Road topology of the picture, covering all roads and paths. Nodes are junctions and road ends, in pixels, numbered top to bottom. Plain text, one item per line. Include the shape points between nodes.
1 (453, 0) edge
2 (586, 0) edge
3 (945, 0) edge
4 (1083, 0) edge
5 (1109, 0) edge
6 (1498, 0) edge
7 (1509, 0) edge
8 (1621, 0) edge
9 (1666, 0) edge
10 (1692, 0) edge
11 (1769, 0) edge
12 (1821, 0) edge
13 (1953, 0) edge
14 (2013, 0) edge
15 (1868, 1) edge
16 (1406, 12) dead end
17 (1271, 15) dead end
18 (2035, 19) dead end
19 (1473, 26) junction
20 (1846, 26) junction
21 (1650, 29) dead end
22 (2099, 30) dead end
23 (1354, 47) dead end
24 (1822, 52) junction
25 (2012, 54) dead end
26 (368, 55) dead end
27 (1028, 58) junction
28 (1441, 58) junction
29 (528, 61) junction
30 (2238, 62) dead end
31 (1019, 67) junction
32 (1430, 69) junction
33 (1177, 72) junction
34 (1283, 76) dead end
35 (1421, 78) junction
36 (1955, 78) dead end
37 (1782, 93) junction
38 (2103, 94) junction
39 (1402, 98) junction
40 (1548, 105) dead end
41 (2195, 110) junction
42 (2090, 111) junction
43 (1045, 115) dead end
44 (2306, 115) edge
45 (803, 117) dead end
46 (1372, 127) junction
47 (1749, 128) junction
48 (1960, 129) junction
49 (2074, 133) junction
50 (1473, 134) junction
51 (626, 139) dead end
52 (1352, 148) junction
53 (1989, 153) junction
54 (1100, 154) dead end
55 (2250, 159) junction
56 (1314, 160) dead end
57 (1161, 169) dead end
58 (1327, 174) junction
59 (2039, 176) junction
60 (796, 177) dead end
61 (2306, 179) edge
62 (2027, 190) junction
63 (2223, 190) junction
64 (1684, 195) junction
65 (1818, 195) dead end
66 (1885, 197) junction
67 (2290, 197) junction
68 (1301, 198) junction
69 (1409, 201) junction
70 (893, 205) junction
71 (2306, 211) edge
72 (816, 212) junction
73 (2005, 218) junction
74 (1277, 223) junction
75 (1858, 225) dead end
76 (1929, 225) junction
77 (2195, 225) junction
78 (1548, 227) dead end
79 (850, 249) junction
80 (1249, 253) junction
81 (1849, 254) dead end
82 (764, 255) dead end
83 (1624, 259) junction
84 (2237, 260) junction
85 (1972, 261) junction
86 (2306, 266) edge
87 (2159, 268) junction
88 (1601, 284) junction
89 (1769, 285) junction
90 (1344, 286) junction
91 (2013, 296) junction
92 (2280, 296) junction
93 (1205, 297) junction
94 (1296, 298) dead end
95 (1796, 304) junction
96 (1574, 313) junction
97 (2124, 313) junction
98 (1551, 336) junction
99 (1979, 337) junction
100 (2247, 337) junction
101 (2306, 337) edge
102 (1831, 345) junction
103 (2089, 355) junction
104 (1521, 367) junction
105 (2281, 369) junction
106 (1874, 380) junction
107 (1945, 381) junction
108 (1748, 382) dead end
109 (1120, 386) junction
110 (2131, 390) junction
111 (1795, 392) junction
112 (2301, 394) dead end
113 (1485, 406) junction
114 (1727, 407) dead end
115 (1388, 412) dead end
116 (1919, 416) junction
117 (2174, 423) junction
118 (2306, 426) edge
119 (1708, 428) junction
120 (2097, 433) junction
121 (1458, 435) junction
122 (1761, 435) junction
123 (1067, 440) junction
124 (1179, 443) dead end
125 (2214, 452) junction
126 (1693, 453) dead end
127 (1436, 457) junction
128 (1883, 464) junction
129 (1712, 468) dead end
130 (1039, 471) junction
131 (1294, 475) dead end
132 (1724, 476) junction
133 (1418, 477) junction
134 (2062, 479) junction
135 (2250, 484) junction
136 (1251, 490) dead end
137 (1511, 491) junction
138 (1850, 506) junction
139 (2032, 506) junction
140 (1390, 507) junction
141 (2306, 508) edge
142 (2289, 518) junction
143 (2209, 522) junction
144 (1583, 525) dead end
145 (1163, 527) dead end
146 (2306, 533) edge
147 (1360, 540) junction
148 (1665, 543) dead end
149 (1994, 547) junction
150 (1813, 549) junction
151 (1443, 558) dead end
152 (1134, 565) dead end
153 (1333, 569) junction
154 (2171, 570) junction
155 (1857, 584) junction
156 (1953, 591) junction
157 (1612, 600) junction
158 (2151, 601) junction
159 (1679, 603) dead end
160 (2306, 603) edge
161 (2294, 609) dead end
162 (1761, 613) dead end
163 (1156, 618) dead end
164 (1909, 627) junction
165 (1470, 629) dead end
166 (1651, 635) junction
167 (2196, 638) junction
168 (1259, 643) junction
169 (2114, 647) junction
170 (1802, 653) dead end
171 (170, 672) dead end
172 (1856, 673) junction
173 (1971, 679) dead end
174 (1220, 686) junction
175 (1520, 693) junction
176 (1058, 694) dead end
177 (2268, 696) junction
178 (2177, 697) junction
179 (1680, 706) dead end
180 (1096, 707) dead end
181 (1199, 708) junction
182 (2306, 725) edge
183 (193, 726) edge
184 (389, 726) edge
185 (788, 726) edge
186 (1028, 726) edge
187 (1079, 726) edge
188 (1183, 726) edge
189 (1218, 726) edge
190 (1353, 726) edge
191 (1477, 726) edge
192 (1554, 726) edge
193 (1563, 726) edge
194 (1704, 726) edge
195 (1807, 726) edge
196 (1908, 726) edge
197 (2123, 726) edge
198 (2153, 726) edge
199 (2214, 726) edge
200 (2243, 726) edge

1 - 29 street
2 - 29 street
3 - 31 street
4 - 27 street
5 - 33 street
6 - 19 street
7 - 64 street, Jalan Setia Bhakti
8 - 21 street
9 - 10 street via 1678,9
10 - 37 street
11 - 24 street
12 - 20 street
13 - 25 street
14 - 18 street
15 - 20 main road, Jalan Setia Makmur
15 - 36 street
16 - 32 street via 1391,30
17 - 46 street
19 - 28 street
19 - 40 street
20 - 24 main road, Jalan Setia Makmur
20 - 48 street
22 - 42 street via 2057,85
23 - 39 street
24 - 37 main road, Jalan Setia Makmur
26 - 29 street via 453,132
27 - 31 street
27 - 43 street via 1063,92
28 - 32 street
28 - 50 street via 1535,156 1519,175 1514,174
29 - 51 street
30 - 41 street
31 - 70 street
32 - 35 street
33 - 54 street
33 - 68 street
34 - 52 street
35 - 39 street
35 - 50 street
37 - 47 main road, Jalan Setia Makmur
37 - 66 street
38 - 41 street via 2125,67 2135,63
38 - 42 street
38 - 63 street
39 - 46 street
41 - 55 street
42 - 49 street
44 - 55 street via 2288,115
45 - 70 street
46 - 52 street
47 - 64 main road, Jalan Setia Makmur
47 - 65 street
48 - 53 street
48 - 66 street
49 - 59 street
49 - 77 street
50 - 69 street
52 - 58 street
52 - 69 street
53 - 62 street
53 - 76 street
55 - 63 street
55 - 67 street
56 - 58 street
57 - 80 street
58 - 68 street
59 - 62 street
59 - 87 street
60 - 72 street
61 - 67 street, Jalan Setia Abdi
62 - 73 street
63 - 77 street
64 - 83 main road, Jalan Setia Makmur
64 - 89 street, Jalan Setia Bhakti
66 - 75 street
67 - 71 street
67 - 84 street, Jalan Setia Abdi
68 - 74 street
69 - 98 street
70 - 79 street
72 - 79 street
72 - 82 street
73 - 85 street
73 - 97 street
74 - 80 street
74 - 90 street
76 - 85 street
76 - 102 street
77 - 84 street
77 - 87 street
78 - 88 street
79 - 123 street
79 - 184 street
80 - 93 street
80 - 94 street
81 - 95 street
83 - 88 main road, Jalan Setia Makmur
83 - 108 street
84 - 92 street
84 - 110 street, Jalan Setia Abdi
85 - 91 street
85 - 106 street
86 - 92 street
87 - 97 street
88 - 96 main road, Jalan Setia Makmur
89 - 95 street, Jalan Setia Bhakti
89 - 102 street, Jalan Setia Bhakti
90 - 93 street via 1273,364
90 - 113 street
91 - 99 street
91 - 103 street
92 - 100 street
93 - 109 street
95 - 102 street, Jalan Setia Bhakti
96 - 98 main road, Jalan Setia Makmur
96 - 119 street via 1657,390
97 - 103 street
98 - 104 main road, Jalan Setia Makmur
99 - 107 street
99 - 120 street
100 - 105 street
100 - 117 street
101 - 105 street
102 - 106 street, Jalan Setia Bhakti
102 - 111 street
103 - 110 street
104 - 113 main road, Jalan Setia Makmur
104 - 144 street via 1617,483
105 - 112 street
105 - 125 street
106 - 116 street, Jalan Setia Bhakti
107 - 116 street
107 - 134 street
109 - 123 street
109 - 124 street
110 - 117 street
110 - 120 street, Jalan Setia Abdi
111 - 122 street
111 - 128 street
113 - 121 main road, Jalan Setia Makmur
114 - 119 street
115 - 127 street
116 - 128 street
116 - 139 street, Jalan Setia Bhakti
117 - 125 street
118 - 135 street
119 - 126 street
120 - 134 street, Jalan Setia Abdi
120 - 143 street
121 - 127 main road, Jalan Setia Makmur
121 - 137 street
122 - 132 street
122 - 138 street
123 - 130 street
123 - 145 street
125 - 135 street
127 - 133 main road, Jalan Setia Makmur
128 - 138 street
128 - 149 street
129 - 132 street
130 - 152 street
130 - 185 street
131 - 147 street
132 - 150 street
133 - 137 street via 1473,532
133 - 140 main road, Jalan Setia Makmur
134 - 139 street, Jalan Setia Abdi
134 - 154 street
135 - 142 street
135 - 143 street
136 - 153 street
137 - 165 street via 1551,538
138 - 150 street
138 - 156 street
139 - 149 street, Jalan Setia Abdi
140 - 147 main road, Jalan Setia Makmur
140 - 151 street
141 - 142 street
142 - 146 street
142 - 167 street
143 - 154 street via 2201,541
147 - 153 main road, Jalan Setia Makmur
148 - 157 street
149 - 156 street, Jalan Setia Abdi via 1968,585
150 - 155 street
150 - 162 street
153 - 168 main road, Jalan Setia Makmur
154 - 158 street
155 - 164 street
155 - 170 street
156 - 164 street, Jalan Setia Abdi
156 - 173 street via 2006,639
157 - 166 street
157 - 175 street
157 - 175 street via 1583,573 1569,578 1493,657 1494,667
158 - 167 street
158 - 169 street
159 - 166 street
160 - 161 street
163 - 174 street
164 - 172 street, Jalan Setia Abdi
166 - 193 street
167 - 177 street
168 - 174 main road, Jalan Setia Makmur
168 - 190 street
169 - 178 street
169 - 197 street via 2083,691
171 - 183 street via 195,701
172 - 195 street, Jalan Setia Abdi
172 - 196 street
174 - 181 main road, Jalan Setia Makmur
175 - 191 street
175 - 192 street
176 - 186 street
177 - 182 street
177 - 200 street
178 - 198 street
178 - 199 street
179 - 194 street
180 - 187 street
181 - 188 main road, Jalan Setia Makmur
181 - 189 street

----

#### What this task involves
Whenever the string "Abdi" shows up in a line above, copy that line.

#### Response area
61 - 67 street, Jalan Setia Abdi
67 - 84 street, Jalan Setia Abdi
84 - 110 street, Jalan Setia Abdi
110 - 120 street, Jalan Setia Abdi
120 - 134 street, Jalan Setia Abdi
134 - 139 street, Jalan Setia Abdi
139 - 149 street, Jalan Setia Abdi
149 - 156 street, Jalan Setia Abdi via 1968,585
156 - 164 street, Jalan Setia Abdi
164 - 172 street, Jalan Setia Abdi
172 - 195 street, Jalan Setia Abdi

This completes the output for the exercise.